宮城県でも、仙台市交通局の青葉あさひや、仙台空港アクセス鉄道の杜みなせというキャラクターを見かけた方もいるかと思います。
今回紹介するフラワー長井線は、沿線上に花の名所が多くある事からそう呼び表されるようになり、沿線である4つの市町に自生する花をモチーフにしたカラーラッピング車両が登場しています(シンボル車両を含めて5種類ほか)。
東北由来のかわいらしい鉄道むすめたちにラッピングされた車両に乗り込み、いざ出発です。
地元出身の落語家兼車掌
フラワー長井線に乗車すると、軽快な声が私たちを出迎えてくれました(図8)。
地元長井市出身の落語家・俊風亭太平楽さん(山形県演劇落語協会 会長)がガイド兼車掌を務めるとのアナウンスがあり、軽妙な語り口で長井鉄道の歴史や沿線の情報を解説して頂きました。
図8 名物車掌の俊風亭太平楽さん
図9 春風亭太平楽さんのチラシ
宮城県でも、東日本大震災で甚大な被害を受けた三陸鉄道が2020年3月までに全線復旧し、地元からは地域活性化の期待が高まりを見せています。ですが、少子高齢化などの影響のあおりを受けて利用客の減少が進んでおり、各鉄道会社は様々な方法を用いて経営改善に取り組んでいます。
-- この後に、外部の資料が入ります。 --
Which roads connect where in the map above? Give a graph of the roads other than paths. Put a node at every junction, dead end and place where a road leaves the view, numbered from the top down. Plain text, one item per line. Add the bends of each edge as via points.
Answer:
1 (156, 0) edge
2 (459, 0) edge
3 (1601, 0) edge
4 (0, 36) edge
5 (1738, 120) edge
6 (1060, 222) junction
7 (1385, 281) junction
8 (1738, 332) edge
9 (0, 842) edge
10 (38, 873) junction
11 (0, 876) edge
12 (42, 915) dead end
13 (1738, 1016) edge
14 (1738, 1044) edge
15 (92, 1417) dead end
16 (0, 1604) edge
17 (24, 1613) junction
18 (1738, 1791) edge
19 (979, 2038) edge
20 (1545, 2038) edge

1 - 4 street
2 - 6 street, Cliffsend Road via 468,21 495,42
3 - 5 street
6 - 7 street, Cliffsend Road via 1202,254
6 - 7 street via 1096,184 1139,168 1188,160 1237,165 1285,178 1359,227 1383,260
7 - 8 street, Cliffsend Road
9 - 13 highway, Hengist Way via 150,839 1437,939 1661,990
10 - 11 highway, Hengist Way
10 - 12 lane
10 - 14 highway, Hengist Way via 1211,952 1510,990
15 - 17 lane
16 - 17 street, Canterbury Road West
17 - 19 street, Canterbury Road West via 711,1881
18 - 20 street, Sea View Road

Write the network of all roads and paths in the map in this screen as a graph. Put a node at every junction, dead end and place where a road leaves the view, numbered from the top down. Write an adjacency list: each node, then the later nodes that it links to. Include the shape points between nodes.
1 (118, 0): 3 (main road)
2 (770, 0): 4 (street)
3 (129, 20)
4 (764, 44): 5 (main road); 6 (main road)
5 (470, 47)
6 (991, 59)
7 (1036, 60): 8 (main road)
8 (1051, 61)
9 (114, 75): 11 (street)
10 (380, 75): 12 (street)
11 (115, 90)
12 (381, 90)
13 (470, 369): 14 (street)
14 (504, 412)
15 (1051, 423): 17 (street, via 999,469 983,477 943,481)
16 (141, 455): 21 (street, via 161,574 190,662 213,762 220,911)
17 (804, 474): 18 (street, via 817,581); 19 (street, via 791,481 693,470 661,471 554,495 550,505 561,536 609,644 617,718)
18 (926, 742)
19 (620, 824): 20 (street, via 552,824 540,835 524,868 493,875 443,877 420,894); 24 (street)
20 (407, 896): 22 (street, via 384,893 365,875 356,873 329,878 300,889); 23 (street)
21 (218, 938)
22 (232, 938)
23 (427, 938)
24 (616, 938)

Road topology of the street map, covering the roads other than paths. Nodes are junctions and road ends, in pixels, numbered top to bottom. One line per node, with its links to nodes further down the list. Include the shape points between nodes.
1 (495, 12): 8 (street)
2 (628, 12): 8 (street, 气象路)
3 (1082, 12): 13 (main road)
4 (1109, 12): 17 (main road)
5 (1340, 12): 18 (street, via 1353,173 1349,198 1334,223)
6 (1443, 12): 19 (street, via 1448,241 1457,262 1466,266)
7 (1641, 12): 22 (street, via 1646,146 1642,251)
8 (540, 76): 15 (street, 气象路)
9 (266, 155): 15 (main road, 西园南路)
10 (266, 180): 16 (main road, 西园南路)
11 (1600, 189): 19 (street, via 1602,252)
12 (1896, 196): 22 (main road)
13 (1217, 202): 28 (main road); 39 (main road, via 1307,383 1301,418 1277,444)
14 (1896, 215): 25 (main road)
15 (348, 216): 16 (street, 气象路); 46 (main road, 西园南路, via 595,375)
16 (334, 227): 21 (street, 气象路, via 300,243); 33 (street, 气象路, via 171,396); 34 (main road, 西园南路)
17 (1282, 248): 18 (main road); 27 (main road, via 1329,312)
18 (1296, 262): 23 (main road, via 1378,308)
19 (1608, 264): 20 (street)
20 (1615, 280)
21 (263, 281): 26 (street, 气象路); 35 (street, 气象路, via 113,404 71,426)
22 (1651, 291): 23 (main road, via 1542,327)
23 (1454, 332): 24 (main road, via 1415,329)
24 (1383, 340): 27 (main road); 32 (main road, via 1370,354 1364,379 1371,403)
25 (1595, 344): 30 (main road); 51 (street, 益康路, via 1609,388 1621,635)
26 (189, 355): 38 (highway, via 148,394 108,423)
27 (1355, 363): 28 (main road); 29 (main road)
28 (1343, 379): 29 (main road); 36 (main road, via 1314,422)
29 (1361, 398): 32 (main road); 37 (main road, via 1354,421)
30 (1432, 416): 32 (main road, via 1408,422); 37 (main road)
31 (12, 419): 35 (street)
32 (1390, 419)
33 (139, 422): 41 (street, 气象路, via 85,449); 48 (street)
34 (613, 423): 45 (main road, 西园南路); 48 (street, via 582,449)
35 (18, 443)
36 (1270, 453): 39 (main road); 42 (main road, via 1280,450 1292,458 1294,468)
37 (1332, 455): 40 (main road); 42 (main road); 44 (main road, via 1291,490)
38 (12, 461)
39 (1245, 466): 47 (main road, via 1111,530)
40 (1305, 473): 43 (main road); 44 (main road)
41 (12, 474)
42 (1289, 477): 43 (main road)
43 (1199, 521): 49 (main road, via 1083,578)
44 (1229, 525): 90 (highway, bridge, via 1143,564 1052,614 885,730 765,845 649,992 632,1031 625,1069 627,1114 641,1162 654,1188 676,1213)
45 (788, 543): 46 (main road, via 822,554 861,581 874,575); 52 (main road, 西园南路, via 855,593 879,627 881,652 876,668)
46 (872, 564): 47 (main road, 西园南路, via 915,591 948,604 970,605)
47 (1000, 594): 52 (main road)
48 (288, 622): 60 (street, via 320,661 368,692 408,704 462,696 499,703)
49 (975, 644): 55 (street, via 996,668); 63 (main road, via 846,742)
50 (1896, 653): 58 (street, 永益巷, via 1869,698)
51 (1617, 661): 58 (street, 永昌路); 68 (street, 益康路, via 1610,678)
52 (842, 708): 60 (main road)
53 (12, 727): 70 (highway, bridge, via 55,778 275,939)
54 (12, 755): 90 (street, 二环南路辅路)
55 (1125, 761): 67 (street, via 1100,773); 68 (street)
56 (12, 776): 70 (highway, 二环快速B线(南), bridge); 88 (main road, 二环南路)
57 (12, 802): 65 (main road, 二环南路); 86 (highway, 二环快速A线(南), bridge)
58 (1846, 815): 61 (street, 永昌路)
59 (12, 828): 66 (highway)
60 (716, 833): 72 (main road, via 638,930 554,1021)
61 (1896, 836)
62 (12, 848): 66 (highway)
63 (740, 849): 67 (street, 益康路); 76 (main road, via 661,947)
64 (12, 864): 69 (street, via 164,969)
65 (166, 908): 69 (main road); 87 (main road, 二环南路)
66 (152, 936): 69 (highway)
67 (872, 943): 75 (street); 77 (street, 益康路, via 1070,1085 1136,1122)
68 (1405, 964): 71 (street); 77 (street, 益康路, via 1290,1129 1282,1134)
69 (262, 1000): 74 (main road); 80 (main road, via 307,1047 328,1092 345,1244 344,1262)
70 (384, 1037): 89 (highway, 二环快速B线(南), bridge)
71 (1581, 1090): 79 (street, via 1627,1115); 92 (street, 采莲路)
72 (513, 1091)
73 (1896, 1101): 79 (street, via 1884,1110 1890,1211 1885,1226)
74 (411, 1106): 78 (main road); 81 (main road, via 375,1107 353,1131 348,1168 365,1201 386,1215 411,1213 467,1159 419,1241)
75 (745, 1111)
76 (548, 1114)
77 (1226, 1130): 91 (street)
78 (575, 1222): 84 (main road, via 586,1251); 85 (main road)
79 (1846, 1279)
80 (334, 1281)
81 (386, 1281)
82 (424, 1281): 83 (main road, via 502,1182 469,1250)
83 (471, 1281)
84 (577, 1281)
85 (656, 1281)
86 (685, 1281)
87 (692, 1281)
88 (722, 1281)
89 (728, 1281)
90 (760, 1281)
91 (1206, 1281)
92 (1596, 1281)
長井線も例に漏れず、収入の約7割を占める高校生の減少が大きな問題となっており、前述のように観光列車としての利用価値を高めようとする取り組みが盛んにおこなわれるようになりました。
是非とも、こうした観光資源が多くの観光客に周知され、地方に足を運び、その土地独特の風土や歴史に魅力を感じて貰えるような旅ができれば良いなと、願っています。